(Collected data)
########

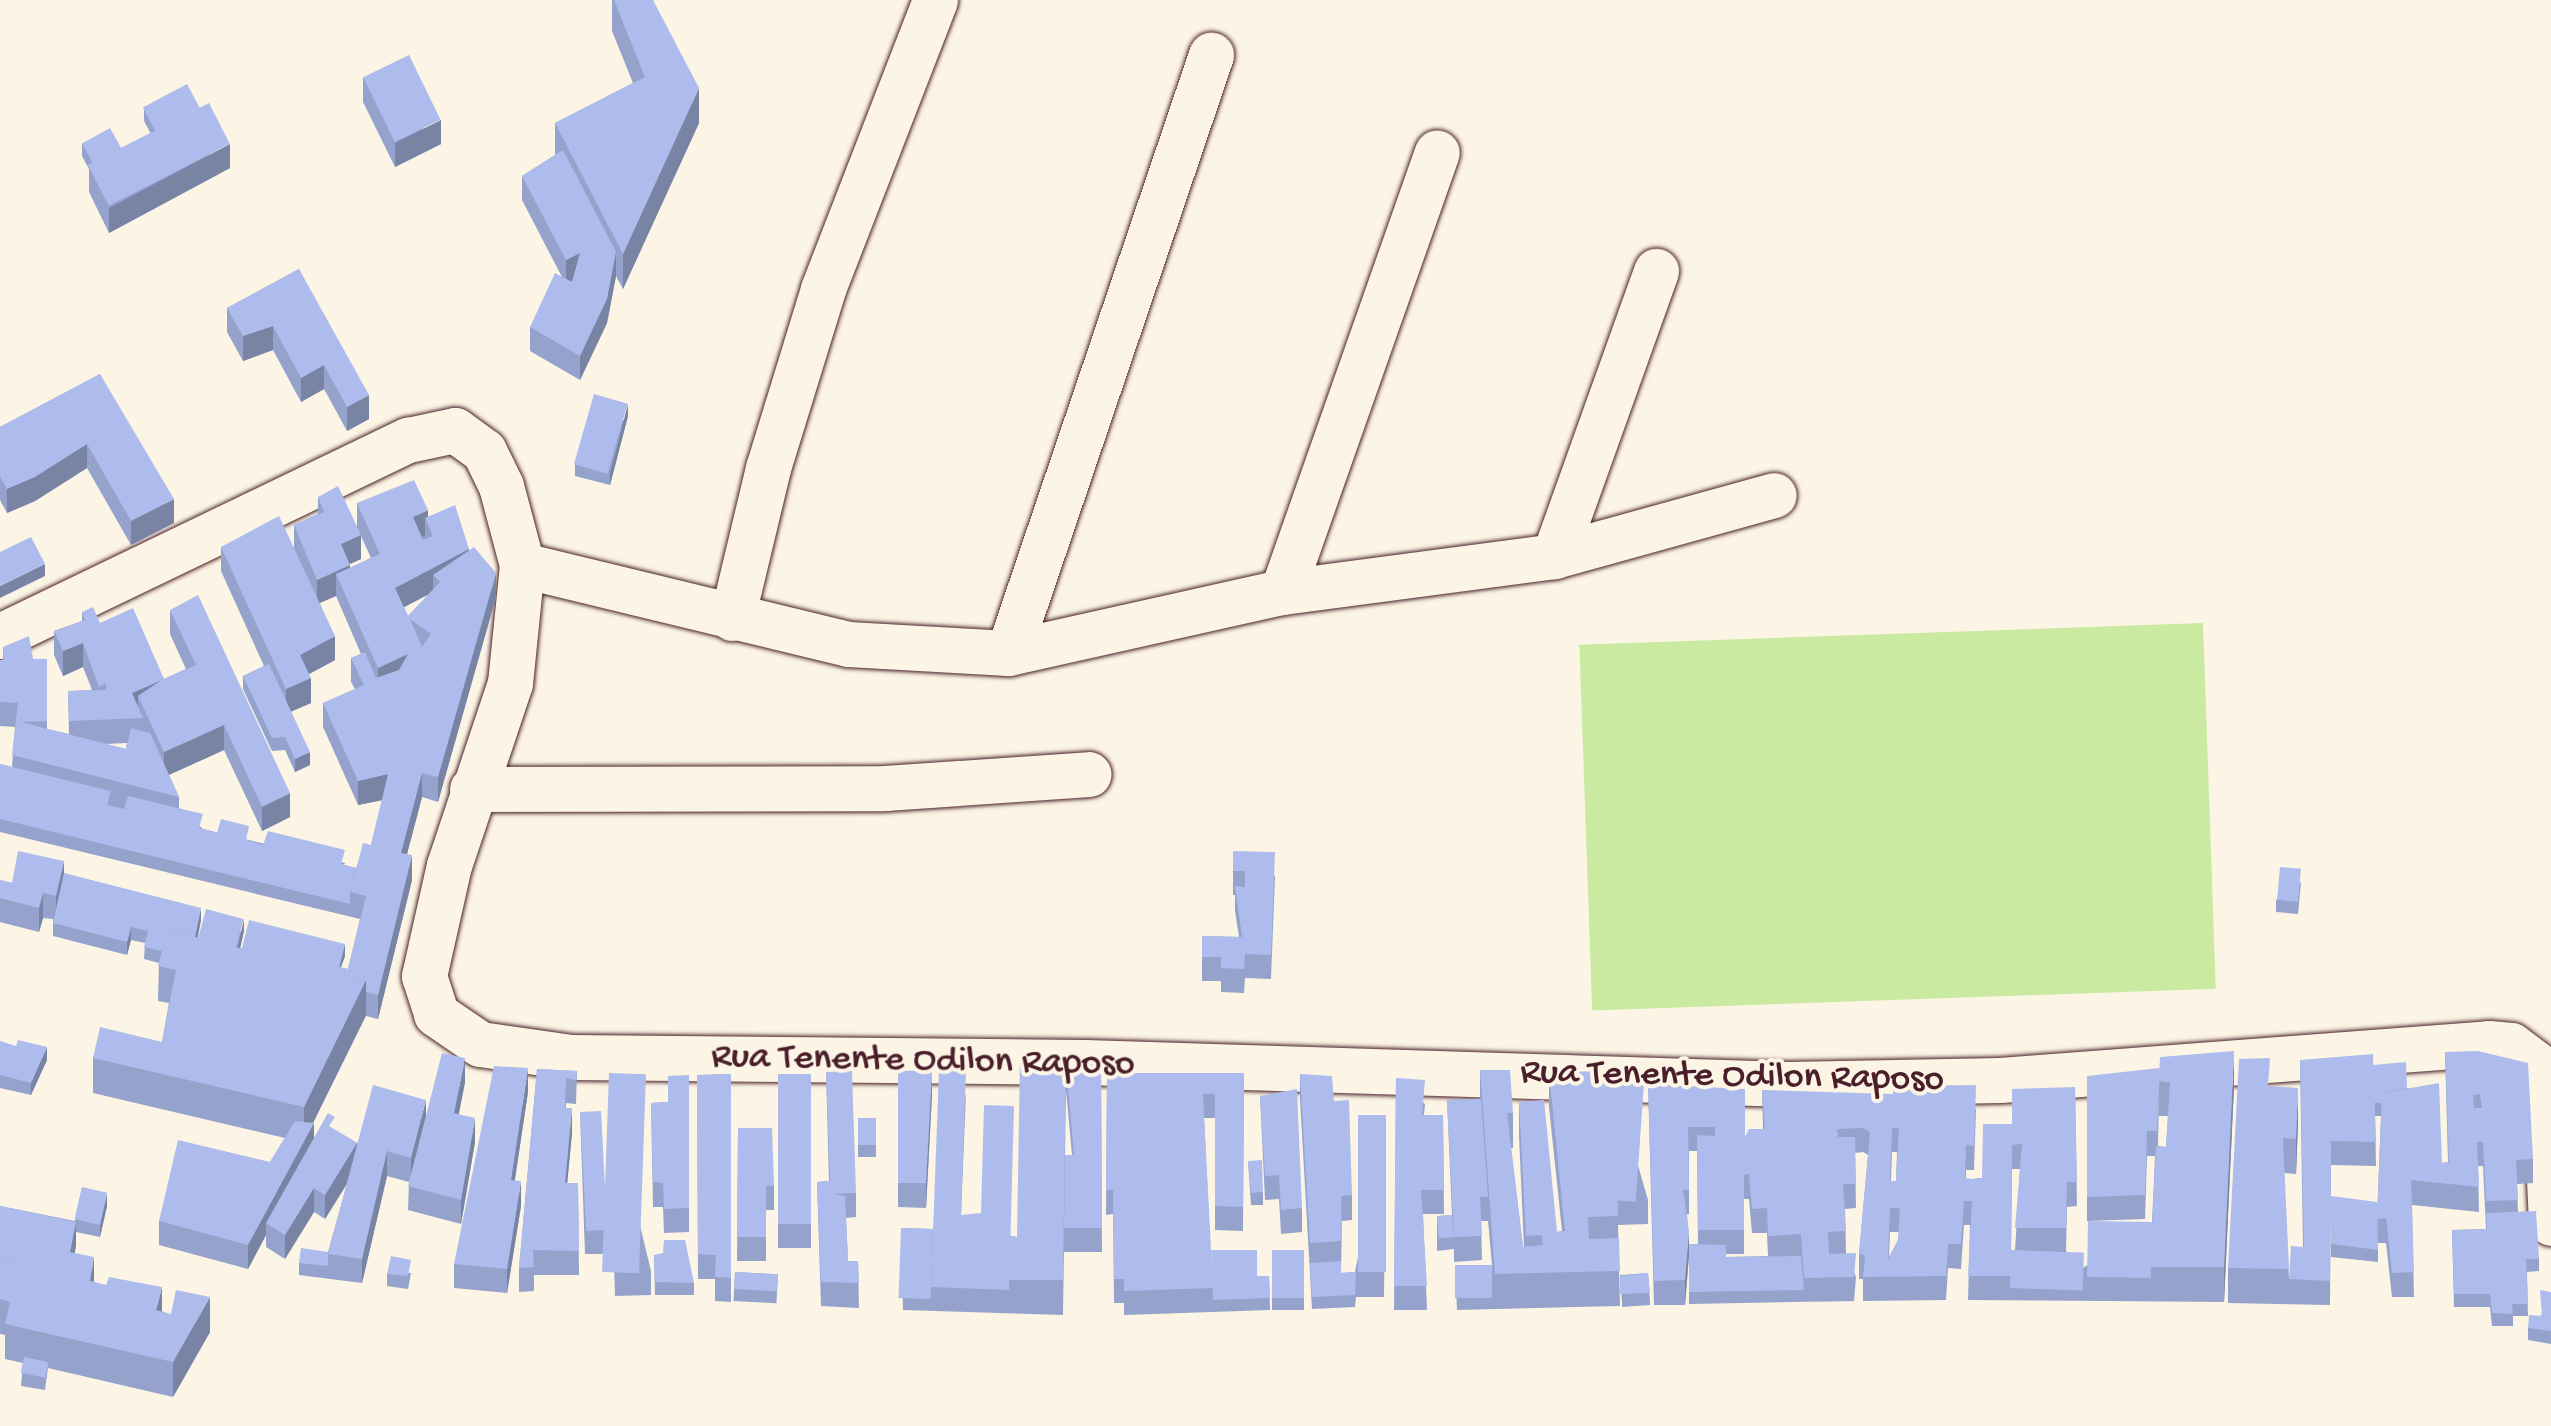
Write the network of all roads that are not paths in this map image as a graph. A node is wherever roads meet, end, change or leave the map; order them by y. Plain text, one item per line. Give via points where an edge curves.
1 (935, 0) edge
2 (1211, 56) dead end
3 (1437, 153) dead end
4 (1656, 271) dead end
5 (1774, 495) dead end
6 (1554, 556) junction
7 (522, 565) junction
8 (1282, 592) junction
9 (732, 618) junction
10 (0, 636) edge
11 (1008, 654) junction
12 (1089, 774) dead end
13 (472, 789) junction
14 (2551, 1223) edge

1 - 9 street via 823,289 768,468
2 - 11 street
3 - 8 street
4 - 6 street
5 - 6 street
6 - 8 street
7 - 9 street
7 - 10 street, Rua Tenente Odilon Raposo via 516,524 484,452 455,430 433,432
7 - 13 street, Rua Tenente Odilon Raposo via 510,683
8 - 11 street
9 - 11 street via 848,644
12 - 13 street via 826,789
13 - 14 street, Rua Tenente Odilon Raposo via 424,976 436,1014 454,1032 503,1052 1788,1084 2000,1080 2456,1043 2511,1045 2535,1063 2546,1116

########

#### [WHAT TO PRODUCE]
All of the records must come back exactly as they stand, minus every picture.

#### [EXPECTED ANSWER]
Write the network of all roads that are not paths in this map image as a graph. A node is wherever roads meet, end, change or leave the map; order them by y. Plain text, one item per line. Give via points where an edge curves.
1 (935, 0) edge
2 (1211, 56) dead end
3 (1437, 153) dead end
4 (1656, 271) dead end
5 (1774, 495) dead end
6 (1554, 556) junction
7 (522, 565) junction
8 (1282, 592) junction
9 (732, 618) junction
10 (0, 636) edge
11 (1008, 654) junction
12 (1089, 774) dead end
13 (472, 789) junction
14 (2551, 1223) edge

1 - 9 street via 823,289 768,468
2 - 11 street
3 - 8 street
4 - 6 street
5 - 6 street
6 - 8 street
7 - 9 street
7 - 10 street, Rua Tenente Odilon Raposo via 516,524 484,452 455,430 433,432
7 - 13 street, Rua Tenente Odilon Raposo via 510,683
8 - 11 street
9 - 11 street via 848,644
12 - 13 street via 826,789
13 - 14 street, Rua Tenente Odilon Raposo via 424,976 436,1014 454,1032 503,1052 1788,1084 2000,1080 2456,1043 2511,1045 2535,1063 2546,1116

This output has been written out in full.